Latent Lab: Large Language Models for Knowledge Exploration
- URL: http://arxiv.org/abs/2311.13051v1
- Date: Tue, 21 Nov 2023 23:23:16 GMT
- Title: Latent Lab: Large Language Models for Knowledge Exploration
- Authors: Kevin Dunnell, Trudy Painter, Andrew Stoddard, Andy Lippman
- Abstract summary: We present "Latent Lab," an interactive tool for discovering connections among MIT Media Lab research projects.
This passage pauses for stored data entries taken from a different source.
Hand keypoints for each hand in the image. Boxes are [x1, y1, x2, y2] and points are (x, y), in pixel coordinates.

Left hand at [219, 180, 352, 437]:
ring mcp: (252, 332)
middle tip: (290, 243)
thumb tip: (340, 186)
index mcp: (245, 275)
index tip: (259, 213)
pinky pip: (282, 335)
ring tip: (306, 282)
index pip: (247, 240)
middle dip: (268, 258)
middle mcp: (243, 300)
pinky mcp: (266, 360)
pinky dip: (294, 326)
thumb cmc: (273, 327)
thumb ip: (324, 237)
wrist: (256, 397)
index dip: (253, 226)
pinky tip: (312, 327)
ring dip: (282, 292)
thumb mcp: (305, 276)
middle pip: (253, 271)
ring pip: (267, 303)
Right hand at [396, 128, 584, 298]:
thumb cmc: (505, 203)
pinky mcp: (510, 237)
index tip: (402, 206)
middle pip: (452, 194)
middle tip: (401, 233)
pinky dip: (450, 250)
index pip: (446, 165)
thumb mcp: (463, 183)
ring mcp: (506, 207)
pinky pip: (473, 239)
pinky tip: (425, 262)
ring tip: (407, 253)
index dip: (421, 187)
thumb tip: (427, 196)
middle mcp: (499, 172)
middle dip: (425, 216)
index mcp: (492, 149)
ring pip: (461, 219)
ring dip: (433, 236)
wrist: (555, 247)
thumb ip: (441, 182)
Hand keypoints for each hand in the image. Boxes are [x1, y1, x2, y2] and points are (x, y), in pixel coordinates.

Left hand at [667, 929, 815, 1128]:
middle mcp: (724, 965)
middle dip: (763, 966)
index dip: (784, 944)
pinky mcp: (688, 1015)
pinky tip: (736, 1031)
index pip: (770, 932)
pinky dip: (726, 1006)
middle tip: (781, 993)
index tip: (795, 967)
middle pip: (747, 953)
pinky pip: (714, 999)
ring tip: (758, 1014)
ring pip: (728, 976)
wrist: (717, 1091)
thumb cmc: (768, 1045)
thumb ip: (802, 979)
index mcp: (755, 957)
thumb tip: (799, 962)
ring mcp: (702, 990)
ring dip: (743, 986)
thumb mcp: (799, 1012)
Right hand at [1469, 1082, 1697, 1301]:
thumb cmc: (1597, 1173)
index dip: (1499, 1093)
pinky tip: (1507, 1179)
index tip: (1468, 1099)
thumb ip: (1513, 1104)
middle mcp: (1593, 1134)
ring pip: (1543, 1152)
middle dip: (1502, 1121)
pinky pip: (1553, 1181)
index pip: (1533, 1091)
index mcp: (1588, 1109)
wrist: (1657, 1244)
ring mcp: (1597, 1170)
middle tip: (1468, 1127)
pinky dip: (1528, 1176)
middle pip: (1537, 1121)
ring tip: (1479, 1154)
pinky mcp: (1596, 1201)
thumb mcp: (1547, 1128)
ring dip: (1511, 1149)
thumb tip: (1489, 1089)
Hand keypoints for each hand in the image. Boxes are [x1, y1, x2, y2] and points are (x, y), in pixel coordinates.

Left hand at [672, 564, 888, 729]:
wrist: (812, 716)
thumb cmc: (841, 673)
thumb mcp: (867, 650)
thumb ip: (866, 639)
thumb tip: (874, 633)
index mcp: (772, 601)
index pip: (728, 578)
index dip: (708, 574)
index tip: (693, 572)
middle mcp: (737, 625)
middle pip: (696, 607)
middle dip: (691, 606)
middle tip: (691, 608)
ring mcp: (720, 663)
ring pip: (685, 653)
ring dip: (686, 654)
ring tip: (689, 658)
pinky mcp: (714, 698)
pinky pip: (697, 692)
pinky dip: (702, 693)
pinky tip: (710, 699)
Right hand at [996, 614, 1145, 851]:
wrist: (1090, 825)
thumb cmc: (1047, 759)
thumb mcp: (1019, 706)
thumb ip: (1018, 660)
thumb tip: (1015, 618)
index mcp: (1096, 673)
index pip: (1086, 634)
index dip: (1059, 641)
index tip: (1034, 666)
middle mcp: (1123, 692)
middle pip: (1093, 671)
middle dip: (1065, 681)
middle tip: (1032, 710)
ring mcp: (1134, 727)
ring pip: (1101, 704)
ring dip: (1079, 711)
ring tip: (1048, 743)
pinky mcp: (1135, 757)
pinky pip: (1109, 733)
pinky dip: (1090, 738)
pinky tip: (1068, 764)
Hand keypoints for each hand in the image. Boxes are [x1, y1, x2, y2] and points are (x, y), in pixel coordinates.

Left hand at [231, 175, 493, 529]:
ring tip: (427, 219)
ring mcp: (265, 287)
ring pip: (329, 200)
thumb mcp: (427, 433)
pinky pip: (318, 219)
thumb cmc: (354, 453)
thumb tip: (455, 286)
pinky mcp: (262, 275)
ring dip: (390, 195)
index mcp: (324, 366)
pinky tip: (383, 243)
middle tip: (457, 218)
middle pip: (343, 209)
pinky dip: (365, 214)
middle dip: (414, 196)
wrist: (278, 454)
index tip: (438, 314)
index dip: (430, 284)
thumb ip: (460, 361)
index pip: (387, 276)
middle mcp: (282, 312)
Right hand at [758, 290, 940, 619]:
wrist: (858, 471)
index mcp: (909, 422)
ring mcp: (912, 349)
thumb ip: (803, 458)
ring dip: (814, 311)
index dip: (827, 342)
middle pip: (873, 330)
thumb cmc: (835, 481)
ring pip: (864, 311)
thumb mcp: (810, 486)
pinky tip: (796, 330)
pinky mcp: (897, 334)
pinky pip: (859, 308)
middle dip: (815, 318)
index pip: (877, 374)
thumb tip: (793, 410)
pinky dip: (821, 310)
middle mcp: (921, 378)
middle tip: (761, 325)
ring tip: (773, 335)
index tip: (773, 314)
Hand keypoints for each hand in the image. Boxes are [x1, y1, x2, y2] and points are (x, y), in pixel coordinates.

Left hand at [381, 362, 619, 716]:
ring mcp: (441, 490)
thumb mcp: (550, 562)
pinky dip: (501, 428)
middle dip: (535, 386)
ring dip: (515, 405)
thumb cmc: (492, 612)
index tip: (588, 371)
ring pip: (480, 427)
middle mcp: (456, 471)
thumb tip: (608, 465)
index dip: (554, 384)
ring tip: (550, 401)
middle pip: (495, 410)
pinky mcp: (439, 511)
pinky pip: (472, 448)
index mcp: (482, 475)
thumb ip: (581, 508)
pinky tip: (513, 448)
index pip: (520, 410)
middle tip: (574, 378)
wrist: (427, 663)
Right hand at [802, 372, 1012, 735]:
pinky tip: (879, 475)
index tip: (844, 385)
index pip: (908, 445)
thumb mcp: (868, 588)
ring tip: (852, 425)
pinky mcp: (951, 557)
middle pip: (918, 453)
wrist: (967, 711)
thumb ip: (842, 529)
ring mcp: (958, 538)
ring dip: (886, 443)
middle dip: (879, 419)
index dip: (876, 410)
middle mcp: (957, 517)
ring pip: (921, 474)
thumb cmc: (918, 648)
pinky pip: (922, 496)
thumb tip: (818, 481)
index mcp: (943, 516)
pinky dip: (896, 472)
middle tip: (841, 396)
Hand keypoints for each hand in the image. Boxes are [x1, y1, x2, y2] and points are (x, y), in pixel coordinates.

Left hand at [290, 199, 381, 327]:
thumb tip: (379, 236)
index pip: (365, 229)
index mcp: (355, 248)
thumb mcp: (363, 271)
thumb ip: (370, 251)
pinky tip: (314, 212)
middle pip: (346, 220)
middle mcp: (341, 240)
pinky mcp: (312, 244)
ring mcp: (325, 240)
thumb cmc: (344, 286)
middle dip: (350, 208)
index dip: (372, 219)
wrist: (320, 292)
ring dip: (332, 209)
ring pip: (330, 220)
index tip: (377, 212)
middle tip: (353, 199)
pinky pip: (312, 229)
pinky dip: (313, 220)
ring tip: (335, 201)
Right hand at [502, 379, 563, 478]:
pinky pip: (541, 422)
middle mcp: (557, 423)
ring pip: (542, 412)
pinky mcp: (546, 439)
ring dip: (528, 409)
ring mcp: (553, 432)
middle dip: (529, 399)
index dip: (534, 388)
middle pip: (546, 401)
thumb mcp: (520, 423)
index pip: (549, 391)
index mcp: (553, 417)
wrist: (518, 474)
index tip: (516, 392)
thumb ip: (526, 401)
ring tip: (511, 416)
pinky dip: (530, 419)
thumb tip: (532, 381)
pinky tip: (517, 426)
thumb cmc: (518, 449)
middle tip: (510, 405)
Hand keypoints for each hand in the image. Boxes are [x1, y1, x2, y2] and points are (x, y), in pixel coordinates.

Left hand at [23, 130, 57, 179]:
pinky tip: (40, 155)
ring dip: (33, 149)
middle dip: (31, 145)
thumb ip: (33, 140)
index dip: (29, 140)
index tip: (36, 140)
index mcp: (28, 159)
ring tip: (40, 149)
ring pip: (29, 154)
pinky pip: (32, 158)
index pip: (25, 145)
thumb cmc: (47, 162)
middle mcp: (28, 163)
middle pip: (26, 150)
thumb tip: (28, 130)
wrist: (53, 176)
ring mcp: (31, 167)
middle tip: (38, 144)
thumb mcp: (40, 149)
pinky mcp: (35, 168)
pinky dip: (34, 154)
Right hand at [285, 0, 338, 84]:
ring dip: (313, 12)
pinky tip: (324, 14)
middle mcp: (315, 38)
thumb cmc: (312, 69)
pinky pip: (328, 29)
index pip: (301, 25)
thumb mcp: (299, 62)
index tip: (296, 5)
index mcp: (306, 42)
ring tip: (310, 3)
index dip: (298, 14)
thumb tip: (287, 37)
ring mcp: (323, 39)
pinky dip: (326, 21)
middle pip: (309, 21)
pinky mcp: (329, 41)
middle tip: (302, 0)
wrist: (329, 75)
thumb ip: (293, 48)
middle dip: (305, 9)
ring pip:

The work offers insights into collaborative AI systems by addressing the challenges of organizing, searching, and synthesizing content.
- Score: 0.0
- License: http://creativecommons.org/licenses/by-nc-sa/4.0/
- Abstract: This paper investigates the potential of AI models, particularly large
language models (LLMs), to support knowledge exploration and augment human
creativity during ideation. We present "Latent Lab" an interactive tool for
discovering connections among MIT Media Lab research projects, emphasizing
"exploration" over search. The work offers insights into collaborative AI
systems by addressing the challenges of organizing, searching, and synthesizing
content. In a user study, the tool's success was evaluated based on its ability
to introduce users to an unfamiliar knowledge base, ultimately setting the
groundwork for the ongoing advancement of human-AI knowledge exploration
systems.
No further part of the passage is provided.